**YOUR GOAL:**
Transcribe the records below. Leave every word as it is.
• • • • •
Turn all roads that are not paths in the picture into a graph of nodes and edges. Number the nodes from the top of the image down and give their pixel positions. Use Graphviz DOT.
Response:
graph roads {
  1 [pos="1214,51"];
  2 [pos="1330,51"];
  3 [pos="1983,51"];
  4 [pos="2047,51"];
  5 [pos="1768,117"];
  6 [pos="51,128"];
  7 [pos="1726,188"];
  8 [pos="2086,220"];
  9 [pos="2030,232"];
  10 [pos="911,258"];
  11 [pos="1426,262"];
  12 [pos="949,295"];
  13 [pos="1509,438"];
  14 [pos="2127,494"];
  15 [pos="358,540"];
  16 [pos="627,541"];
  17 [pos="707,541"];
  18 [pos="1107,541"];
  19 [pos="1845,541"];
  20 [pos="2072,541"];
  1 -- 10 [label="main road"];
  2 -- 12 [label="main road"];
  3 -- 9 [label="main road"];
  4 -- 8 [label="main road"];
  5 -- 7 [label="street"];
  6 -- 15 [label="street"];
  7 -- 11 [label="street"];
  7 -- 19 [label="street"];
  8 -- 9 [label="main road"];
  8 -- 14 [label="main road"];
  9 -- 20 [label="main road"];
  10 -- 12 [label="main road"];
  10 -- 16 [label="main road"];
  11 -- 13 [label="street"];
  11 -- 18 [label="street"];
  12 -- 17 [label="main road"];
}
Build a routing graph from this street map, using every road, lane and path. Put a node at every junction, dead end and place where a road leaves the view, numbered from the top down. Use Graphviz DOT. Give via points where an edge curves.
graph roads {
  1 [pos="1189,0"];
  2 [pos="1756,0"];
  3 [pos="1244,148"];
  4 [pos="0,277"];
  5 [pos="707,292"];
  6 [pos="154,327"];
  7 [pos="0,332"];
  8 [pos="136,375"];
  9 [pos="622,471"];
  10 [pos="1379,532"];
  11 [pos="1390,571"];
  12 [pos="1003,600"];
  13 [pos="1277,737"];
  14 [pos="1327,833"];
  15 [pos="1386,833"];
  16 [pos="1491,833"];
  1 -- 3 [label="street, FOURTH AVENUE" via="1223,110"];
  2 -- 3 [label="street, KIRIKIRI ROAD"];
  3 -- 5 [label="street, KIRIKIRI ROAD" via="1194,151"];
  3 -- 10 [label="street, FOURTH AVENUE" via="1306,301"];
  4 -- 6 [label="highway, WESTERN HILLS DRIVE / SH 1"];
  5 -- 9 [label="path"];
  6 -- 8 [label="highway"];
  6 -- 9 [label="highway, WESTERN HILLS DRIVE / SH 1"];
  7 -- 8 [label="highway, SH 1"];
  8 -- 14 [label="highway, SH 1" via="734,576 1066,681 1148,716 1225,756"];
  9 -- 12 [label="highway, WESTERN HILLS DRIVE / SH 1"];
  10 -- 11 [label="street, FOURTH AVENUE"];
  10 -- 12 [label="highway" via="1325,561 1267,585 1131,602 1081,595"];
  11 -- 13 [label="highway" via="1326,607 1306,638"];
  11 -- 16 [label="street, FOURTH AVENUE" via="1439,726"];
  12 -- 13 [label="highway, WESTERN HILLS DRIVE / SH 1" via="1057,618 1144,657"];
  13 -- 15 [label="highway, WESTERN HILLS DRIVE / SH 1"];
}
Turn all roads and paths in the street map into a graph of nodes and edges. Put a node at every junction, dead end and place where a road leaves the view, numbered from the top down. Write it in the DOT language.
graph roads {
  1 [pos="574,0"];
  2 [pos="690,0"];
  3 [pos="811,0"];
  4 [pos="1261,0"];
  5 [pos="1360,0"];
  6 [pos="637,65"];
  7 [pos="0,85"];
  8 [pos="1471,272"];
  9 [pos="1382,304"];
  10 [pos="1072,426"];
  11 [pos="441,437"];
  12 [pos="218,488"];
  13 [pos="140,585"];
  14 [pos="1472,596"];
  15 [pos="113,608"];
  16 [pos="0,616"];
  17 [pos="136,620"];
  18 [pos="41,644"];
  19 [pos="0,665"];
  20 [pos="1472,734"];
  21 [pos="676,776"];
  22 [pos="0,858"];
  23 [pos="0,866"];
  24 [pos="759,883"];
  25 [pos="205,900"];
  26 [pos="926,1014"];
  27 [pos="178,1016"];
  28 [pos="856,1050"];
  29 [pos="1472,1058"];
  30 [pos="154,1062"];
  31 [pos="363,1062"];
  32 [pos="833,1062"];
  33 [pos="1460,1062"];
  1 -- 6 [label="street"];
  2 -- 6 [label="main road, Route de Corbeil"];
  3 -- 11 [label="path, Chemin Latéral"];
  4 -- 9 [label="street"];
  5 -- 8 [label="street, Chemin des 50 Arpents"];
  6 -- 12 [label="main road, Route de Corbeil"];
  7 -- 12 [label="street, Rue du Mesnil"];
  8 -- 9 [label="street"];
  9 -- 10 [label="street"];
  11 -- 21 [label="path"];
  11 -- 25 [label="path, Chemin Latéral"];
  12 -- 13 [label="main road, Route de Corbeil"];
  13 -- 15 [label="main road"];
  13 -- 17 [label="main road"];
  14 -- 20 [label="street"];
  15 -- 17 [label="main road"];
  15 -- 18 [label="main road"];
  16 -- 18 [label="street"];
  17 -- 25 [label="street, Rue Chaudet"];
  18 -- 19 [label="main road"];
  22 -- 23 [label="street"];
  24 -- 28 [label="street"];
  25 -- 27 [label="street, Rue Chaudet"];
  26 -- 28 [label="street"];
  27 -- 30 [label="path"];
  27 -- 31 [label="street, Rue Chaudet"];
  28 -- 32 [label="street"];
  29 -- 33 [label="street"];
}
• • • • •
**RESPONSE:**
Turn all roads that are not paths in the picture into a graph of nodes and edges. Number the nodes from the top of the image down and give their pixel positions. Use Graphviz DOT.
Response:
graph roads {
  1 [pos="1214,51"];
  2 [pos="1330,51"];
  3 [pos="1983,51"];
  4 [pos="2047,51"];
  5 [pos="1768,117"];
  6 [pos="51,128"];
  7 [pos="1726,188"];
  8 [pos="2086,220"];
  9 [pos="2030,232"];
  10 [pos="911,258"];
  11 [pos="1426,262"];
  12 [pos="949,295"];
  13 [pos="1509,438"];
  14 [pos="2127,494"];
  15 [pos="358,540"];
  16 [pos="627,541"];
  17 [pos="707,541"];
  18 [pos="1107,541"];
  19 [pos="1845,541"];
  20 [pos="2072,541"];
  1 -- 10 [label="main road"];
  2 -- 12 [label="main road"];
  3 -- 9 [label="main road"];
  4 -- 8 [label="main road"];
  5 -- 7 [label="street"];
  6 -- 15 [label="street"];
  7 -- 11 [label="street"];
  7 -- 19 [label="street"];
  8 -- 9 [label="main road"];
  8 -- 14 [label="main road"];
  9 -- 20 [label="main road"];
  10 -- 12 [label="main road"];
  10 -- 16 [label="main road"];
  11 -- 13 [label="street"];
  11 -- 18 [label="street"];
  12 -- 17 [label="main road"];
}
Build a routing graph from this street map, using every road, lane and path. Put a node at every junction, dead end and place where a road leaves the view, numbered from the top down. Use Graphviz DOT. Give via points where an edge curves.
graph roads {
  1 [pos="1189,0"];
  2 [pos="1756,0"];
  3 [pos="1244,148"];
  4 [pos="0,277"];
  5 [pos="707,292"];
  6 [pos="154,327"];
  7 [pos="0,332"];
  8 [pos="136,375"];
  9 [pos="622,471"];
  10 [pos="1379,532"];
  11 [pos="1390,571"];
  12 [pos="1003,600"];
  13 [pos="1277,737"];
  14 [pos="1327,833"];
  15 [pos="1386,833"];
  16 [pos="1491,833"];
  1 -- 3 [label="street, FOURTH AVENUE" via="1223,110"];
  2 -- 3 [label="street, KIRIKIRI ROAD"];
  3 -- 5 [label="street, KIRIKIRI ROAD" via="1194,151"];
  3 -- 10 [label="street, FOURTH AVENUE" via="1306,301"];
  4 -- 6 [label="highway, WESTERN HILLS DRIVE / SH 1"];
  5 -- 9 [label="path"];
  6 -- 8 [label="highway"];
  6 -- 9 [label="highway, WESTERN HILLS DRIVE / SH 1"];
  7 -- 8 [label="highway, SH 1"];
  8 -- 14 [label="highway, SH 1" via="734,576 1066,681 1148,716 1225,756"];
  9 -- 12 [label="highway, WESTERN HILLS DRIVE / SH 1"];
  10 -- 11 [label="street, FOURTH AVENUE"];
  10 -- 12 [label="highway" via="1325,561 1267,585 1131,602 1081,595"];
  11 -- 13 [label="highway" via="1326,607 1306,638"];
  11 -- 16 [label="street, FOURTH AVENUE" via="1439,726"];
  12 -- 13 [label="highway, WESTERN HILLS DRIVE / SH 1" via="1057,618 1144,657"];
  13 -- 15 [label="highway, WESTERN HILLS DRIVE / SH 1"];
}
Turn all roads and paths in the street map into a graph of nodes and edges. Put a node at every junction, dead end and place where a road leaves the view, numbered from the top down. Write it in the DOT language.
graph roads {
  1 [pos="574,0"];
  2 [pos="690,0"];
  3 [pos="811,0"];
  4 [pos="1261,0"];
  5 [pos="1360,0"];
  6 [pos="637,65"];
  7 [pos="0,85"];
  8 [pos="1471,272"];
  9 [pos="1382,304"];
  10 [pos="1072,426"];
  11 [pos="441,437"];
  12 [pos="218,488"];
  13 [pos="140,585"];
  14 [pos="1472,596"];
  15 [pos="113,608"];
  16 [pos="0,616"];
  17 [pos="136,620"];
  18 [pos="41,644"];
  19 [pos="0,665"];
  20 [pos="1472,734"];
  21 [pos="676,776"];
  22 [pos="0,858"];
  23 [pos="0,866"];
  24 [pos="759,883"];
  25 [pos="205,900"];
  26 [pos="926,1014"];
  27 [pos="178,1016"];
  28 [pos="856,1050"];
  29 [pos="1472,1058"];
  30 [pos="154,1062"];
  31 [pos="363,1062"];
  32 [pos="833,1062"];
  33 [pos="1460,1062"];
  1 -- 6 [label="street"];
  2 -- 6 [label="main road, Route de Corbeil"];
  3 -- 11 [label="path, Chemin Latéral"];
  4 -- 9 [label="street"];
  5 -- 8 [label="street, Chemin des 50 Arpents"];
  6 -- 12 [label="main road, Route de Corbeil"];
  7 -- 12 [label="street, Rue du Mesnil"];
  8 -- 9 [label="street"];
  9 -- 10 [label="street"];
  11 -- 21 [label="path"];
  11 -- 25 [label="path, Chemin Latéral"];
  12 -- 13 [label="main road, Route de Corbeil"];
  13 -- 15 [label="main road"];
  13 -- 17 [label="main road"];
  14 -- 20 [label="street"];
  15 -- 17 [label="main road"];
  15 -- 18 [label="main road"];
  16 -- 18 [label="street"];
  17 -- 25 [label="street, Rue Chaudet"];
  18 -- 19 [label="main road"];
  22 -- 23 [label="street"];
  24 -- 28 [label="street"];
  25 -- 27 [label="street, Rue Chaudet"];
  26 -- 28 [label="street"];
  27 -- 30 [label="path"];
  27 -- 31 [label="street, Rue Chaudet"];
  28 -- 32 [label="street"];
  29 -- 33 [label="street"];
}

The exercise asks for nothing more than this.